FAIR data: 'too little, too late', unless …

When people say "make data FAIR" I wonder whether they mean doing extra paperwork after the fact, or changing how data are created so they’re FAIR from the start — #bornFAIR. Ideally, adding metadata should feel like a tiny, natural part of researchers’ normal workflows and should give them immediate benefits. We should be thinking about FAIR across the whole organization, not just at the end, making it much easier to work with and implement. I have a number of potential ideas that can make the FAIR process better for researchers and research-support and I would like to share them here and invite anyone to comment or reach out to see if we can collaborate.

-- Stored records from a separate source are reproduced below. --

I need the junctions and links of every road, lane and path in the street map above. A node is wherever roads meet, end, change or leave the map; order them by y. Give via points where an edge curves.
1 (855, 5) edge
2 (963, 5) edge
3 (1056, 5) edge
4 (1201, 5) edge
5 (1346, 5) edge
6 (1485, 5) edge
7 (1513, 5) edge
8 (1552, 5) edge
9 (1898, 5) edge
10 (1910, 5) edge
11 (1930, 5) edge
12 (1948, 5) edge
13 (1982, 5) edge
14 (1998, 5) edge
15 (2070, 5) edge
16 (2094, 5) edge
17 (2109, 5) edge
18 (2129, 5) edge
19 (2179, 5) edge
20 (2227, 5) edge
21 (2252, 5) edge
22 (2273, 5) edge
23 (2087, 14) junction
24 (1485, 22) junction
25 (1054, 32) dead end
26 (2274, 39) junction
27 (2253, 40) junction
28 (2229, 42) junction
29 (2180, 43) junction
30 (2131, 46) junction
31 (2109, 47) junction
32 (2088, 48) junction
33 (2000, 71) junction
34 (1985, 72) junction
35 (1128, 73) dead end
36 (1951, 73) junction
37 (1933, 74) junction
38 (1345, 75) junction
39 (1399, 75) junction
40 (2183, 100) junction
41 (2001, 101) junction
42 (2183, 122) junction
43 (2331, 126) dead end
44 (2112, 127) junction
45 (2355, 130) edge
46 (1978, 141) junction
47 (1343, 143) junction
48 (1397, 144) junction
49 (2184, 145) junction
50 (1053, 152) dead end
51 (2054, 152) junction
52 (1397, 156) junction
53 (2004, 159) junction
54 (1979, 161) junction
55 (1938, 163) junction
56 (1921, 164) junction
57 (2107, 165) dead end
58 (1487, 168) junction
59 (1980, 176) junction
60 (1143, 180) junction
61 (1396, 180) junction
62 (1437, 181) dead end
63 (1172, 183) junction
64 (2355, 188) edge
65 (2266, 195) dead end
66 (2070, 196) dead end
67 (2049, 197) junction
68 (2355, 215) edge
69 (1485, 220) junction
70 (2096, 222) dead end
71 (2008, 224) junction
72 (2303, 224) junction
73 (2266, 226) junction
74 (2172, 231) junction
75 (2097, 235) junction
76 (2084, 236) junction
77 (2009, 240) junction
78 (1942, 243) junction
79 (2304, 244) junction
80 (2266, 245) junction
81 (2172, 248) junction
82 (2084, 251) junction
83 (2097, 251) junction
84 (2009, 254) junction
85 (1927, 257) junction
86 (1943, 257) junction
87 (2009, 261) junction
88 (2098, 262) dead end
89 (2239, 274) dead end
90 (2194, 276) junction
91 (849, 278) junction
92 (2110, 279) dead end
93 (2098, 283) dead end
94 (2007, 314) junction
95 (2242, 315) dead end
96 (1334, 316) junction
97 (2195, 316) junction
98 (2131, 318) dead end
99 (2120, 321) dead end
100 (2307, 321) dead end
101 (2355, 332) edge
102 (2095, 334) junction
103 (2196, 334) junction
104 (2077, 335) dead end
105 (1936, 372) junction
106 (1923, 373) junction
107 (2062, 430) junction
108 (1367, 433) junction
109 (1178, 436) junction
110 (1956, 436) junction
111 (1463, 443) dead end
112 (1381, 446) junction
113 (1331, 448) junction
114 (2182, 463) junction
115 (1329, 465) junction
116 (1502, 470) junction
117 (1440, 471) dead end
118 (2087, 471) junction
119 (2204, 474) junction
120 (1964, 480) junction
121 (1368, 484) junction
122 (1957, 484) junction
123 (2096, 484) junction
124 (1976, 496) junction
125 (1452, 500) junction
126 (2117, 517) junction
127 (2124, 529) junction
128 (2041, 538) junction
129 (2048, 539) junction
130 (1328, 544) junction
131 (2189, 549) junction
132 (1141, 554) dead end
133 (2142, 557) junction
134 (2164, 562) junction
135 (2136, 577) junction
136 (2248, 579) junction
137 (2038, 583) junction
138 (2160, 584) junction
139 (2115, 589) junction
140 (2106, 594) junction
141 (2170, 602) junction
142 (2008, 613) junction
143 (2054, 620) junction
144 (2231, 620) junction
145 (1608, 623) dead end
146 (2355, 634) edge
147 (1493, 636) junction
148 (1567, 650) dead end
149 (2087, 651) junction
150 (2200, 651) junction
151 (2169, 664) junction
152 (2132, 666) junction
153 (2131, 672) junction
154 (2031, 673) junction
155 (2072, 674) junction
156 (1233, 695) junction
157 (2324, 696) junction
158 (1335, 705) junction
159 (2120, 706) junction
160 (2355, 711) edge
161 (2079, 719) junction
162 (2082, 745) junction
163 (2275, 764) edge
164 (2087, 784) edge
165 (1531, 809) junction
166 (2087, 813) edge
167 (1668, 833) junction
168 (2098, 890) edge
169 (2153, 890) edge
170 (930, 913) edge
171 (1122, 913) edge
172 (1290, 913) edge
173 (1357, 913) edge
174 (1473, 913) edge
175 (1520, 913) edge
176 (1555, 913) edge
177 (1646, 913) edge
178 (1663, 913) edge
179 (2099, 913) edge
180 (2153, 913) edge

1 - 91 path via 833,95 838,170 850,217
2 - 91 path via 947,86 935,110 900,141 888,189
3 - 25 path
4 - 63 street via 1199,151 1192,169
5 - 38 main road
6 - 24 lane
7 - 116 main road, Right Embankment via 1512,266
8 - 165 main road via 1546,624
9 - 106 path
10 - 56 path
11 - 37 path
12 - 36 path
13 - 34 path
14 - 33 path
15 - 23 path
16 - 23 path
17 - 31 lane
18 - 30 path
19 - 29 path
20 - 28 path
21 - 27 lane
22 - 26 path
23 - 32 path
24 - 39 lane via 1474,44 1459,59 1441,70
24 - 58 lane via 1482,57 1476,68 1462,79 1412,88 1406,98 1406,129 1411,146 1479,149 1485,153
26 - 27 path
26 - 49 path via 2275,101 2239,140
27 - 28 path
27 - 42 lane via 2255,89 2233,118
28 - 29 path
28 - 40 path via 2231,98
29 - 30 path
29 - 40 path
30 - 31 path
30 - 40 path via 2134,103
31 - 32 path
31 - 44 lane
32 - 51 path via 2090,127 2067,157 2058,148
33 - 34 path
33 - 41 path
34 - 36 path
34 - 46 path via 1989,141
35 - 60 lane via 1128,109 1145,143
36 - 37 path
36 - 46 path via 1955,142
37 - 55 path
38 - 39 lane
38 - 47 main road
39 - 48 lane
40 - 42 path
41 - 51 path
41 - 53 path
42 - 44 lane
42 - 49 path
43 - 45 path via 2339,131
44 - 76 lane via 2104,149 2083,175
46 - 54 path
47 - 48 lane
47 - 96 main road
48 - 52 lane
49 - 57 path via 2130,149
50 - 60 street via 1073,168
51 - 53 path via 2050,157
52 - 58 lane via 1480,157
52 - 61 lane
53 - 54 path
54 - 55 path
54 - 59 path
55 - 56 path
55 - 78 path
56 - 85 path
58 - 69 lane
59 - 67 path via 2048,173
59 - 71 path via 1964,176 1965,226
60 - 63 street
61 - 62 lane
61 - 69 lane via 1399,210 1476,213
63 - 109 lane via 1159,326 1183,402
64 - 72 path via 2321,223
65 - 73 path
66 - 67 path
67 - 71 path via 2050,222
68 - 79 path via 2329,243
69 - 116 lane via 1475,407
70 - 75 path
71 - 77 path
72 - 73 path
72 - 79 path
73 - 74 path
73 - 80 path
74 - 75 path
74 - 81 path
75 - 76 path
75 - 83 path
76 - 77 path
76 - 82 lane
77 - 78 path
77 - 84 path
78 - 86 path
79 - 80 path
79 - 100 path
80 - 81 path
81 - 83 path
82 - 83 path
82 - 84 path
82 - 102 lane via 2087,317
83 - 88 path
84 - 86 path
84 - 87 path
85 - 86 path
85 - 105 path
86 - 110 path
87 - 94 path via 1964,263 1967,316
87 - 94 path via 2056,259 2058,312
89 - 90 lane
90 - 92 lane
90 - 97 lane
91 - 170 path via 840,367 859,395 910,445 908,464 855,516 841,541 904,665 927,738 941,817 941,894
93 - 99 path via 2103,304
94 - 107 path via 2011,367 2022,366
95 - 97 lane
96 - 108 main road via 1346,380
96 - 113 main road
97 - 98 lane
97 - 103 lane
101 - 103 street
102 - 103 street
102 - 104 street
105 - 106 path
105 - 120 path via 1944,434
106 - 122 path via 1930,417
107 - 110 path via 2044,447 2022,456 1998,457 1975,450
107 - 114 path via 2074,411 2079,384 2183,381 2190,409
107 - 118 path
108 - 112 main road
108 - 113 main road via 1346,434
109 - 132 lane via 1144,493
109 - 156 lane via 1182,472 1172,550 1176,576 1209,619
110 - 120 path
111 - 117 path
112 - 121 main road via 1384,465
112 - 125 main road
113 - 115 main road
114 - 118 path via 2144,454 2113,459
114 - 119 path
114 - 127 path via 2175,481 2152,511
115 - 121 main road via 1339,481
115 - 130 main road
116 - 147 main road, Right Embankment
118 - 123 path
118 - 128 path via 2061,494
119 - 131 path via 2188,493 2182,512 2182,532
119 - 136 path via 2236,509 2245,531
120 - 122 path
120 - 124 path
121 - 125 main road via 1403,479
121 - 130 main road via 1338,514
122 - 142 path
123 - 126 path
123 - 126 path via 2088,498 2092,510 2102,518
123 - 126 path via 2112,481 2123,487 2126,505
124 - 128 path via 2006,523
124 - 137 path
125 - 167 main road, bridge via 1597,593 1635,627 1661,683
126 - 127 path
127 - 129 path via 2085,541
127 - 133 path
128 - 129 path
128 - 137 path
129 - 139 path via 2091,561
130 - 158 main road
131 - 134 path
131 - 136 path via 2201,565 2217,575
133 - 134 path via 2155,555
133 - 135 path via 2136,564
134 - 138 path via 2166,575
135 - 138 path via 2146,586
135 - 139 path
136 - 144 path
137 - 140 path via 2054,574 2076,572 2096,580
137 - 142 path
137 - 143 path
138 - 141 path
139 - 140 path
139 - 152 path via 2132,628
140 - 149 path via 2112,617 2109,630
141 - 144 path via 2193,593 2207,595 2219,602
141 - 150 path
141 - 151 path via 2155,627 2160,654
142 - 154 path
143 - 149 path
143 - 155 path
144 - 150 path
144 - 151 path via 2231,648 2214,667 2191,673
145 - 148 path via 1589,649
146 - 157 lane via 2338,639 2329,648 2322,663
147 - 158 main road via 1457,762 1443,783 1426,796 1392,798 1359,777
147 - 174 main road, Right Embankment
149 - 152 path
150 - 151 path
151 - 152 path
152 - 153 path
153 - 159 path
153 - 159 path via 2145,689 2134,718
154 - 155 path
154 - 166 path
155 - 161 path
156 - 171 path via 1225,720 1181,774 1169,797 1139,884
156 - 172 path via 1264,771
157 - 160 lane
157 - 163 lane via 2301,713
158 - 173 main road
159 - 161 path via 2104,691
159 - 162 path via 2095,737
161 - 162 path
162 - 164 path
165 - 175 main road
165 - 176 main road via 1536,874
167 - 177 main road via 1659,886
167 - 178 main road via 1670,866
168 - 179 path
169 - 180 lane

I say researchers (plural) and workflows (plural), because science is a multi-disciplinary team undertaking, even if you look only at one research group and its support. Strangely enough it sometimes seems as if the complex information system that is a human/researcher, is limited to a brain at a screen overloading colleagues with messages. This makes it hard to go through all phases of work up to deep work, similar to how a few 'well-timed' short interruptions of your sleep can actually make you very tired.

Wasn't a lot of the promise of FAIR data to 'automate away' much of the 'hassle' frustrating our VALUABLE EXPERTISE FOCUS?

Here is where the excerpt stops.